FIGURE 5.

Active Rab32 disrupts the retention of calnexin on the MAM. A, overlap of calnexin (CNX) with mitochondria (Mito) depends on Rab32 activity. HeLa cells were grown on coverslips and transfected with an empty plasmid (pcDNA3) and pcDNA3 containing the cDNA of Rab32FLAG wild type, Rab32FLAGQ85L, Rab32FLAGT39N, and Rab32FLAGL188P. After 48 h, cells were processed for immunofluorescence microscopy, and expressing cells were identified using the FLAG signal (data not shown). Calnexin was detected with our rabbit polyclonal antibody, and mitochondria were preloaded with MitoTracker. Images show portions of cells.

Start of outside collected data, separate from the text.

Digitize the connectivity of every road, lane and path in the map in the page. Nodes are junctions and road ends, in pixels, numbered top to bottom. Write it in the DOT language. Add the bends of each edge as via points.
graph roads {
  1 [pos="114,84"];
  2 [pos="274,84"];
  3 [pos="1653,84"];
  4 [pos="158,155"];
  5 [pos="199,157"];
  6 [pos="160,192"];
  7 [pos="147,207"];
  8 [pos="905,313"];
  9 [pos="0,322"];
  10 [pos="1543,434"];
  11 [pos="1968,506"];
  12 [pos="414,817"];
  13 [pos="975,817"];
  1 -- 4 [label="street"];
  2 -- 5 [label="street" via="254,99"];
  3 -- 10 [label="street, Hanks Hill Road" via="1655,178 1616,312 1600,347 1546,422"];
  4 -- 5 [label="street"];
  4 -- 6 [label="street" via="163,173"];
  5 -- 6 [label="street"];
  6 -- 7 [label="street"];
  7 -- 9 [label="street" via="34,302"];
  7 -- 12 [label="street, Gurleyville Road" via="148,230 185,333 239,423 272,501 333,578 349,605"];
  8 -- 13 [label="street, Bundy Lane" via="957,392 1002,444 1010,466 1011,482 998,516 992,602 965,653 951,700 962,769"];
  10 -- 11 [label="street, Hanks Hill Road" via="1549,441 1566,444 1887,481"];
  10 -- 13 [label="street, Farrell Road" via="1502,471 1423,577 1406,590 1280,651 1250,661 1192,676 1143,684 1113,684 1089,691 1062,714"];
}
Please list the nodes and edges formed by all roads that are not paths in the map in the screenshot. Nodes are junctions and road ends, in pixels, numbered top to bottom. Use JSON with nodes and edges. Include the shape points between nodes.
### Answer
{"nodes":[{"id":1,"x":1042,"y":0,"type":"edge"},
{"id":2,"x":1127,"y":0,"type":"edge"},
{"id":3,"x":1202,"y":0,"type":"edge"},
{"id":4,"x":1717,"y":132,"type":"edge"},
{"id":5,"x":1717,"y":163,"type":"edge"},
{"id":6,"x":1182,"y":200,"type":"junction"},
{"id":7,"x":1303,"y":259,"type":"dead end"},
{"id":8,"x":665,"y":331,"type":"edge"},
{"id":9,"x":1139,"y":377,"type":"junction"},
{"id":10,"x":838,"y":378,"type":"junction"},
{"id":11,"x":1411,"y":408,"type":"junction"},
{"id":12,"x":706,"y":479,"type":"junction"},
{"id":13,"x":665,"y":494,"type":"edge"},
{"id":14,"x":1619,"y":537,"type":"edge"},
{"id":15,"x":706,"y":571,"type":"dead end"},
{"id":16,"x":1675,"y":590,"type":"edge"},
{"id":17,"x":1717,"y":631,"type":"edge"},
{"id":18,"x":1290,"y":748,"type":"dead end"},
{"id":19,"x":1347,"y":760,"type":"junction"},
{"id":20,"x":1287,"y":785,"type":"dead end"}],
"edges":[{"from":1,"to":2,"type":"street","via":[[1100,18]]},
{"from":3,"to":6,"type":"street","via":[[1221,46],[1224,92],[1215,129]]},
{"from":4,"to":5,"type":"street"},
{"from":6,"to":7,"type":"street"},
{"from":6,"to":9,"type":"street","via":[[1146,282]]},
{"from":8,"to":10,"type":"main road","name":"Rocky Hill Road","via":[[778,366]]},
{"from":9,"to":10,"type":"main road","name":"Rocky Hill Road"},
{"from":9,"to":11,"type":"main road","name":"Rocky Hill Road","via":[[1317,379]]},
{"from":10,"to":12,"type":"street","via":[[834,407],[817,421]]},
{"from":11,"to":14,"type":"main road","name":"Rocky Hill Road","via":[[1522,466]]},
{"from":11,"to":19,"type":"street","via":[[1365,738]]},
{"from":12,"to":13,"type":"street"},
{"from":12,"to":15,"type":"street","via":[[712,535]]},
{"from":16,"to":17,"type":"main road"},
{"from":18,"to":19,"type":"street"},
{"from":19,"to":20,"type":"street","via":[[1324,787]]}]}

The position of the nucleus is indicated by the letter N. Scale bar, 10 μm. B, enrichment of calnexin on heavy membranes (HM) is disrupted by active Rab32Q85L. Membranes from HeLa control cells or cells overexpressing Rab32 and Rab32 mutants as indicated were fractionated into low and high speed pellets and the cytosol, which were analyzed by Western blot for calnexin. LM, light membranes; Cyt, cytosol. C, active Rab32Q85L disrupts calnexin MAM retention. Homogenates from HeLa cells transfected with Rab32FLAG wild type, Q85L, and T39N were fractionated on a discontinuous 10–30% OptiPrep^TM gradient. The presence of calnexin was detected by Western blot. Results from three independent fractionations were quantified, and the amounts of calnexin not found in the MAM fractions 5 and 6 were graphed. p = 0.05 between control and Rab32Q85L. D, enrichment of calnexin on heavy membranes is not affected by Rab32 knockdown. Membranes were fractionated into low and high speed pellets and the cytosol and probed for calnexin as in B. E, Rab32 knockdown does not alter the distribution of calnexin on an OptiPrep^TM gradient. Homogenates from HeLa cells transfected with scrambled siRNA or Rab32 siRNA were fractionated on a discontinuous 10–30% OptiPrep^TM gradient. The presence of calnexin was detected by Western blot.